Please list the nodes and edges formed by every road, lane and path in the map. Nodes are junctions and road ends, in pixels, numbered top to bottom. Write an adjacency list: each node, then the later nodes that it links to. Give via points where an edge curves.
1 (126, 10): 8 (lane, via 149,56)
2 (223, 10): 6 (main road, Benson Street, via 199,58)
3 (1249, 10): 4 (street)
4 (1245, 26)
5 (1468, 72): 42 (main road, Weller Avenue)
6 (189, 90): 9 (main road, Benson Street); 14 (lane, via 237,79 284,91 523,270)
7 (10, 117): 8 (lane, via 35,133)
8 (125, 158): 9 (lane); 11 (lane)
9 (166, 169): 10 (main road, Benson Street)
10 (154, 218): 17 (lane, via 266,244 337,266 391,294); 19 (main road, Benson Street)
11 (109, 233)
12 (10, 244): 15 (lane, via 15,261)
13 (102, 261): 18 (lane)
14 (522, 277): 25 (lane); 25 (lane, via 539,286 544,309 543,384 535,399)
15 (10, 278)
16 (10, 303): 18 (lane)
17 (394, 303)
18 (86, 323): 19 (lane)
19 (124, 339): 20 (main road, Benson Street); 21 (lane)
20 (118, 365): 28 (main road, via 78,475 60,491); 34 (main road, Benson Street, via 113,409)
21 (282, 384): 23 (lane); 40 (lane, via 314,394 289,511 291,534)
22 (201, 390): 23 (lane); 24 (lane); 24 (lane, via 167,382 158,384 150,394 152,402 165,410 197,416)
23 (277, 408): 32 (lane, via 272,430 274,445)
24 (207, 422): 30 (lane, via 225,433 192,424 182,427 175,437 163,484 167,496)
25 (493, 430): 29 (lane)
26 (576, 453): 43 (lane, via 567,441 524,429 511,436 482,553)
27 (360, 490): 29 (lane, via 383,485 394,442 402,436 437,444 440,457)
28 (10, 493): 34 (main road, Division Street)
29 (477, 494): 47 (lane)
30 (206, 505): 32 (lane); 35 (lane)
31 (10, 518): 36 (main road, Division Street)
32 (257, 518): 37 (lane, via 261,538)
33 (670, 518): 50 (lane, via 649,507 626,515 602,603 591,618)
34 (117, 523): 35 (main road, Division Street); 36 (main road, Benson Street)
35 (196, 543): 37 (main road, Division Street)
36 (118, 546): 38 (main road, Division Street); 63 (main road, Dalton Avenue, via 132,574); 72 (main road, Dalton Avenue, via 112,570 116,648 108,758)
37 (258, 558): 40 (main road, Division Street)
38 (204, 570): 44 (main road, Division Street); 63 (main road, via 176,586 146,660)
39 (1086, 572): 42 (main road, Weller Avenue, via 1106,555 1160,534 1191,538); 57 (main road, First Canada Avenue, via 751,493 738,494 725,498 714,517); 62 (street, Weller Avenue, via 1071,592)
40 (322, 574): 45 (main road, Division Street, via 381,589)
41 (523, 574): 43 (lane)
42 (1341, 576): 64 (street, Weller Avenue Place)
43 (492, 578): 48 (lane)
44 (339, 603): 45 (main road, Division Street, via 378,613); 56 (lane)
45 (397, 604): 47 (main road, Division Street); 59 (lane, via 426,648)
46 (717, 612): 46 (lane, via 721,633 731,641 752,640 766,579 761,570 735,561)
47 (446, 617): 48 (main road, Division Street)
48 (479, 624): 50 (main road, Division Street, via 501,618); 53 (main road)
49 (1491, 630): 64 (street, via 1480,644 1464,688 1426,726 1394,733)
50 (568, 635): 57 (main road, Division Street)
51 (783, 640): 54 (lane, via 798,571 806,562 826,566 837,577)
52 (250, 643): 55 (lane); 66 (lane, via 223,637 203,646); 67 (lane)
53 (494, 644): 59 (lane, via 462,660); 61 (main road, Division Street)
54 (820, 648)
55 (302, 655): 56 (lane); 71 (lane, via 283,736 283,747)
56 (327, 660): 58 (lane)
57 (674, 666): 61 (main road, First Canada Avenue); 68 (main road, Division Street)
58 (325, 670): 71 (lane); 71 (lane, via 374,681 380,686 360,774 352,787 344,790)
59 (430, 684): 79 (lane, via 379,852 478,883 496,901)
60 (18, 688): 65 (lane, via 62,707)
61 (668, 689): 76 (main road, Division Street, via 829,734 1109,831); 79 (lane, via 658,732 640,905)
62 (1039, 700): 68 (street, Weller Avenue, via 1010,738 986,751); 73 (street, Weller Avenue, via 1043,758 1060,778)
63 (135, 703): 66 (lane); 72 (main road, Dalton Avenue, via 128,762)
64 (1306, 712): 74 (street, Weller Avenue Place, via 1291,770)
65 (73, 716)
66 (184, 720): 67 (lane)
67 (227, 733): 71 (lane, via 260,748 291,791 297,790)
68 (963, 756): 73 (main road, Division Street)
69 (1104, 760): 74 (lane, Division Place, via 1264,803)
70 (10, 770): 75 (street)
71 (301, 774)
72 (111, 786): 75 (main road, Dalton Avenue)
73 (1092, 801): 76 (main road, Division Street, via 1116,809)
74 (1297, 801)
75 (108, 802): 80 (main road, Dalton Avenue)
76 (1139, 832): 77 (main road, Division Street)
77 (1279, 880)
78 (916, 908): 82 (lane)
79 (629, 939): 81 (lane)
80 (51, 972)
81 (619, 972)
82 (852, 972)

Description of the task: Please report how many lines in the records contain the string "Dalton", and write nothing besides that number.

Solution for this exercise: 4